▸ TASK INSTRUCTIONS
Give back every record exactly, images excluded.

↓↓↓

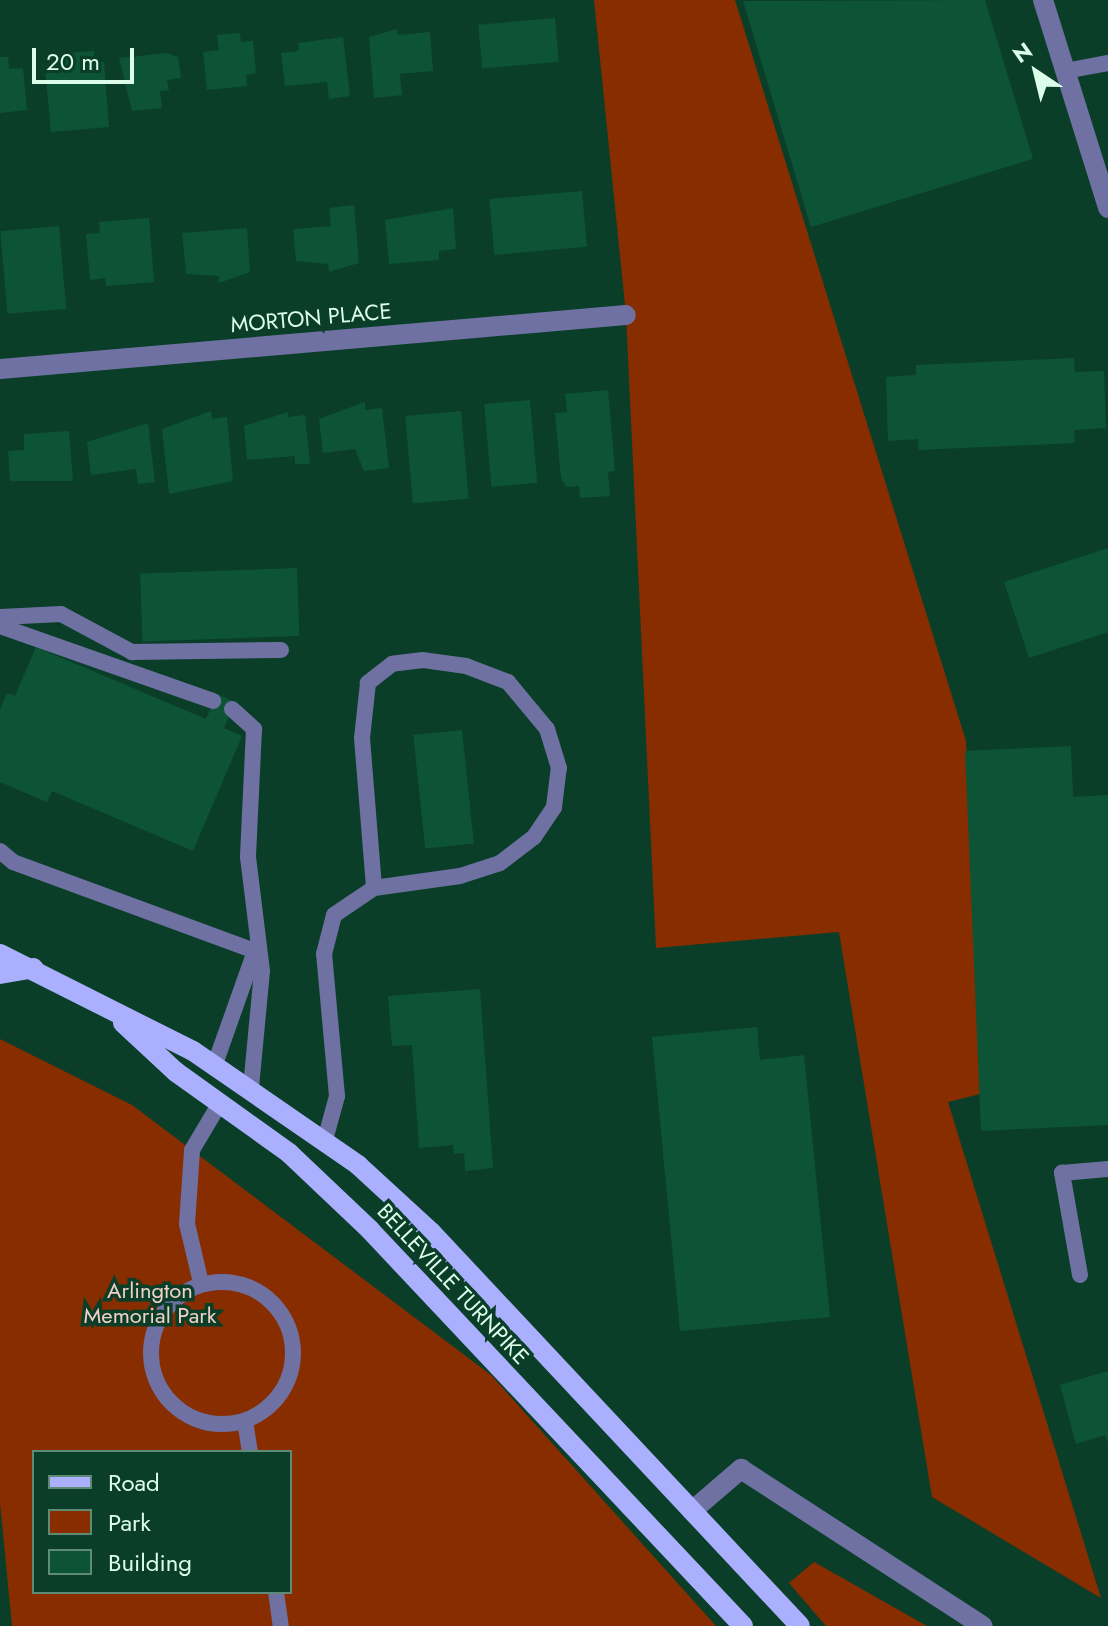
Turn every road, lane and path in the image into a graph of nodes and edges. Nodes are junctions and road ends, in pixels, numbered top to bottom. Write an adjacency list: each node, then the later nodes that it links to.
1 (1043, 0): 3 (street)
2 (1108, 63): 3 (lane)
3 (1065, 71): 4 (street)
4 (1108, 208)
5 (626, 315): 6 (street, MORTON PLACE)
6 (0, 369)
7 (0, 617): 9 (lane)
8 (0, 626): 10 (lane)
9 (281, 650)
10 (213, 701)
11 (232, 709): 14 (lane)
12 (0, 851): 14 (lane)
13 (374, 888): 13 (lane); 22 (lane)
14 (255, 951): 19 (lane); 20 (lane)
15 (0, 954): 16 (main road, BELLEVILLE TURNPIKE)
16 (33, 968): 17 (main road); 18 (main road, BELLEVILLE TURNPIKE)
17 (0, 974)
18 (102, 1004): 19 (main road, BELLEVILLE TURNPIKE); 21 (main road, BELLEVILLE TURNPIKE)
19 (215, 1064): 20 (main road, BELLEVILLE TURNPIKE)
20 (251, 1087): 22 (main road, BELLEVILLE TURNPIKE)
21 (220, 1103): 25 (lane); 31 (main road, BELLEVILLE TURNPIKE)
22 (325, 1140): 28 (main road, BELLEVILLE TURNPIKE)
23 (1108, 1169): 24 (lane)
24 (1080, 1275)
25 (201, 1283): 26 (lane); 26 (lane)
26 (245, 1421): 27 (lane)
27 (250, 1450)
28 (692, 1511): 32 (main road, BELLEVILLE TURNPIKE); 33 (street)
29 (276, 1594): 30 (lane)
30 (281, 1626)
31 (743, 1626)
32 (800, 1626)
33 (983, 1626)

↑↑↑

▸ RESPONSE TO THIS TASK
Turn every road, lane and path in the image into a graph of nodes and edges. Nodes are junctions and road ends, in pixels, numbered top to bottom. Write an adjacency list: each node, then the later nodes that it links to.
1 (1043, 0): 3 (street)
2 (1108, 63): 3 (lane)
3 (1065, 71): 4 (street)
4 (1108, 208)
5 (626, 315): 6 (street, MORTON PLACE)
6 (0, 369)
7 (0, 617): 9 (lane)
8 (0, 626): 10 (lane)
9 (281, 650)
10 (213, 701)
11 (232, 709): 14 (lane)
12 (0, 851): 14 (lane)
13 (374, 888): 13 (lane); 22 (lane)
14 (255, 951): 19 (lane); 20 (lane)
15 (0, 954): 16 (main road, BELLEVILLE TURNPIKE)
16 (33, 968): 17 (main road); 18 (main road, BELLEVILLE TURNPIKE)
17 (0, 974)
18 (102, 1004): 19 (main road, BELLEVILLE TURNPIKE); 21 (main road, BELLEVILLE TURNPIKE)
19 (215, 1064): 20 (main road, BELLEVILLE TURNPIKE)
20 (251, 1087): 22 (main road, BELLEVILLE TURNPIKE)
21 (220, 1103): 25 (lane); 31 (main road, BELLEVILLE TURNPIKE)
22 (325, 1140): 28 (main road, BELLEVILLE TURNPIKE)
23 (1108, 1169): 24 (lane)
24 (1080, 1275)
25 (201, 1283): 26 (lane); 26 (lane)
26 (245, 1421): 27 (lane)
27 (250, 1450)
28 (692, 1511): 32 (main road, BELLEVILLE TURNPIKE); 33 (street)
29 (276, 1594): 30 (lane)
30 (281, 1626)
31 (743, 1626)
32 (800, 1626)
33 (983, 1626)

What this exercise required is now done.